### Directions for this task
Each entry in the listing must be set down again word for word.

****************************************

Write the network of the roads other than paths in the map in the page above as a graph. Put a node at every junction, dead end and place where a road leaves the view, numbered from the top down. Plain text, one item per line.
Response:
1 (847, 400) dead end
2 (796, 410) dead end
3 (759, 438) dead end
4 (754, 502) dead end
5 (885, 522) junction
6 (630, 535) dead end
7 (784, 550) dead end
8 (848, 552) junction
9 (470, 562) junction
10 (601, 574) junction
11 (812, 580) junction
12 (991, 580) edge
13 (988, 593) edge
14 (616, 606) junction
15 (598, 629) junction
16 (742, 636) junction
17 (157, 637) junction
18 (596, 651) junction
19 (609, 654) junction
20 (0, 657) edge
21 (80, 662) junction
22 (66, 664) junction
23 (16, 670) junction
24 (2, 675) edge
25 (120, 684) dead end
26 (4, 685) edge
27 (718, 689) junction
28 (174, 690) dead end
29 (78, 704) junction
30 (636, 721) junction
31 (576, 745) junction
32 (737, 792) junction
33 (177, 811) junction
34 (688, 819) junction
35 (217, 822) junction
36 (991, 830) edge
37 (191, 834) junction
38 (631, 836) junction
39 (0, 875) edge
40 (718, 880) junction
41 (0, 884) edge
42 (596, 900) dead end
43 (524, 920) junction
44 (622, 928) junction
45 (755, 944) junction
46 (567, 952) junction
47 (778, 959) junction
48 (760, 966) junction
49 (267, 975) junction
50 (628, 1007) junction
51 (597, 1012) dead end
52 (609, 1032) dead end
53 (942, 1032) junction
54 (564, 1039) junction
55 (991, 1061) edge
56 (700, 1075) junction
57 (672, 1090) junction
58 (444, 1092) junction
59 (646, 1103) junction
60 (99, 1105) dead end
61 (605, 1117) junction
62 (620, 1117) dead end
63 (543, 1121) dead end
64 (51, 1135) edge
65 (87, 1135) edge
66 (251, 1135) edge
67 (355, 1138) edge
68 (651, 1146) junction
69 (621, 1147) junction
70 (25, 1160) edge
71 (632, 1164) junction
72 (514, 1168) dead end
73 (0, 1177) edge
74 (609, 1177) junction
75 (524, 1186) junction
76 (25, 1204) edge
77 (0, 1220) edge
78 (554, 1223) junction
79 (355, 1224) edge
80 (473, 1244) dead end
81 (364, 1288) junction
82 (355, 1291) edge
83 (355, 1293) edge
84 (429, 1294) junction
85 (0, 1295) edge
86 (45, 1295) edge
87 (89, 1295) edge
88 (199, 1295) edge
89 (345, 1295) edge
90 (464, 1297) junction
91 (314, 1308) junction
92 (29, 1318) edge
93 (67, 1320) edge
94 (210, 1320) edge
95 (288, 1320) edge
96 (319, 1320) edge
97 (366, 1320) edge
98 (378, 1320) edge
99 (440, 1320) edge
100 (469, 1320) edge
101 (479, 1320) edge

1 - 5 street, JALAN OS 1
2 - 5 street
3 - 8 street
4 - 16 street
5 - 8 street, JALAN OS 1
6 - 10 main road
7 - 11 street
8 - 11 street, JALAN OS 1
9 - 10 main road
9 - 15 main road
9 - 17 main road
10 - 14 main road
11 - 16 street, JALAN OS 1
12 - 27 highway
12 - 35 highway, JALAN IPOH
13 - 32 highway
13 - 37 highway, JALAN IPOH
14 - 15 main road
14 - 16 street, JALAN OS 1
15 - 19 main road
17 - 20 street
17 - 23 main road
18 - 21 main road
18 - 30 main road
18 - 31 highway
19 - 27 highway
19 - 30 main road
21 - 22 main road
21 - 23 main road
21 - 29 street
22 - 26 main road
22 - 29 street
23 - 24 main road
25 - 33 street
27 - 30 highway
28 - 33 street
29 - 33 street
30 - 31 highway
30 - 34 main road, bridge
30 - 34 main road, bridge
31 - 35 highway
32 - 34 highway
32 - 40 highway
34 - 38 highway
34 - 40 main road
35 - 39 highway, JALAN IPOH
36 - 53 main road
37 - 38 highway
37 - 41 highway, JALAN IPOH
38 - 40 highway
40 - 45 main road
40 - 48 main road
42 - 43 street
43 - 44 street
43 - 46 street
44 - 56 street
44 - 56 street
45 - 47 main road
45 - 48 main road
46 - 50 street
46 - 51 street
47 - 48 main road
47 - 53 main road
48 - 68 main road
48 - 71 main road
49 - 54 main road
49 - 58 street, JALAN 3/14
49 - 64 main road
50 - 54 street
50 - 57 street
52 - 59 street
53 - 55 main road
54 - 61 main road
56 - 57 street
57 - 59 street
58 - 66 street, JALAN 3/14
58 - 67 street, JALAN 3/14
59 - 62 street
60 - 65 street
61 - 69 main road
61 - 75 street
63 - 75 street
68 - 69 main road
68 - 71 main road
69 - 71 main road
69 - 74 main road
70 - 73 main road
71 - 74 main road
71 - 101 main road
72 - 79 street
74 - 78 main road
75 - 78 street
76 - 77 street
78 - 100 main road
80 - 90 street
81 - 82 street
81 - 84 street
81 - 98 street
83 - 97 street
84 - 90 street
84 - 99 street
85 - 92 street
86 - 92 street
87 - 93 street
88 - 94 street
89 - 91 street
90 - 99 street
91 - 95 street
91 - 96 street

****************************************

### Reply
Write the network of the roads other than paths in the map in the page above as a graph. Put a node at every junction, dead end and place where a road leaves the view, numbered from the top down. Plain text, one item per line.
Response:
1 (847, 400) dead end
2 (796, 410) dead end
3 (759, 438) dead end
4 (754, 502) dead end
5 (885, 522) junction
6 (630, 535) dead end
7 (784, 550) dead end
8 (848, 552) junction
9 (470, 562) junction
10 (601, 574) junction
11 (812, 580) junction
12 (991, 580) edge
13 (988, 593) edge
14 (616, 606) junction
15 (598, 629) junction
16 (742, 636) junction
17 (157, 637) junction
18 (596, 651) junction
19 (609, 654) junction
20 (0, 657) edge
21 (80, 662) junction
22 (66, 664) junction
23 (16, 670) junction
24 (2, 675) edge
25 (120, 684) dead end
26 (4, 685) edge
27 (718, 689) junction
28 (174, 690) dead end
29 (78, 704) junction
30 (636, 721) junction
31 (576, 745) junction
32 (737, 792) junction
33 (177, 811) junction
34 (688, 819) junction
35 (217, 822) junction
36 (991, 830) edge
37 (191, 834) junction
38 (631, 836) junction
39 (0, 875) edge
40 (718, 880) junction
41 (0, 884) edge
42 (596, 900) dead end
43 (524, 920) junction
44 (622, 928) junction
45 (755, 944) junction
46 (567, 952) junction
47 (778, 959) junction
48 (760, 966) junction
49 (267, 975) junction
50 (628, 1007) junction
51 (597, 1012) dead end
52 (609, 1032) dead end
53 (942, 1032) junction
54 (564, 1039) junction
55 (991, 1061) edge
56 (700, 1075) junction
57 (672, 1090) junction
58 (444, 1092) junction
59 (646, 1103) junction
60 (99, 1105) dead end
61 (605, 1117) junction
62 (620, 1117) dead end
63 (543, 1121) dead end
64 (51, 1135) edge
65 (87, 1135) edge
66 (251, 1135) edge
67 (355, 1138) edge
68 (651, 1146) junction
69 (621, 1147) junction
70 (25, 1160) edge
71 (632, 1164) junction
72 (514, 1168) dead end
73 (0, 1177) edge
74 (609, 1177) junction
75 (524, 1186) junction
76 (25, 1204) edge
77 (0, 1220) edge
78 (554, 1223) junction
79 (355, 1224) edge
80 (473, 1244) dead end
81 (364, 1288) junction
82 (355, 1291) edge
83 (355, 1293) edge
84 (429, 1294) junction
85 (0, 1295) edge
86 (45, 1295) edge
87 (89, 1295) edge
88 (199, 1295) edge
89 (345, 1295) edge
90 (464, 1297) junction
91 (314, 1308) junction
92 (29, 1318) edge
93 (67, 1320) edge
94 (210, 1320) edge
95 (288, 1320) edge
96 (319, 1320) edge
97 (366, 1320) edge
98 (378, 1320) edge
99 (440, 1320) edge
100 (469, 1320) edge
101 (479, 1320) edge

1 - 5 street, JALAN OS 1
2 - 5 street
3 - 8 street
4 - 16 street
5 - 8 street, JALAN OS 1
6 - 10 main road
7 - 11 street
8 - 11 street, JALAN OS 1
9 - 10 main road
9 - 15 main road
9 - 17 main road
10 - 14 main road
11 - 16 street, JALAN OS 1
12 - 27 highway
12 - 35 highway, JALAN IPOH
13 - 32 highway
13 - 37 highway, JALAN IPOH
14 - 15 main road
14 - 16 street, JALAN OS 1
15 - 19 main road
17 - 20 street
17 - 23 main road
18 - 21 main road
18 - 30 main road
18 - 31 highway
19 - 27 highway
19 - 30 main road
21 - 22 main road
21 - 23 main road
21 - 29 street
22 - 26 main road
22 - 29 street
23 - 24 main road
25 - 33 street
27 - 30 highway
28 - 33 street
29 - 33 street
30 - 31 highway
30 - 34 main road, bridge
30 - 34 main road, bridge
31 - 35 highway
32 - 34 highway
32 - 40 highway
34 - 38 highway
34 - 40 main road
35 - 39 highway, JALAN IPOH
36 - 53 main road
37 - 38 highway
37 - 41 highway, JALAN IPOH
38 - 40 highway
40 - 45 main road
40 - 48 main road
42 - 43 street
43 - 44 street
43 - 46 street
44 - 56 street
44 - 56 street
45 - 47 main road
45 - 48 main road
46 - 50 street
46 - 51 street
47 - 48 main road
47 - 53 main road
48 - 68 main road
48 - 71 main road
49 - 54 main road
49 - 58 street, JALAN 3/14
49 - 64 main road
50 - 54 street
50 - 57 street
52 - 59 street
53 - 55 main road
54 - 61 main road
56 - 57 street
57 - 59 street
58 - 66 street, JALAN 3/14
58 - 67 street, JALAN 3/14
59 - 62 street
60 - 65 street
61 - 69 main road
61 - 75 street
63 - 75 street
68 - 69 main road
68 - 71 main road
69 - 71 main road
69 - 74 main road
70 - 73 main road
71 - 74 main road
71 - 101 main road
72 - 79 street
74 - 78 main road
75 - 78 street
76 - 77 street
78 - 100 main road
80 - 90 street
81 - 82 street
81 - 84 street
81 - 98 street
83 - 97 street
84 - 90 street
84 - 99 street
85 - 92 street
86 - 92 street
87 - 93 street
88 - 94 street
89 - 91 street
90 - 99 street
91 - 95 street
91 - 96 street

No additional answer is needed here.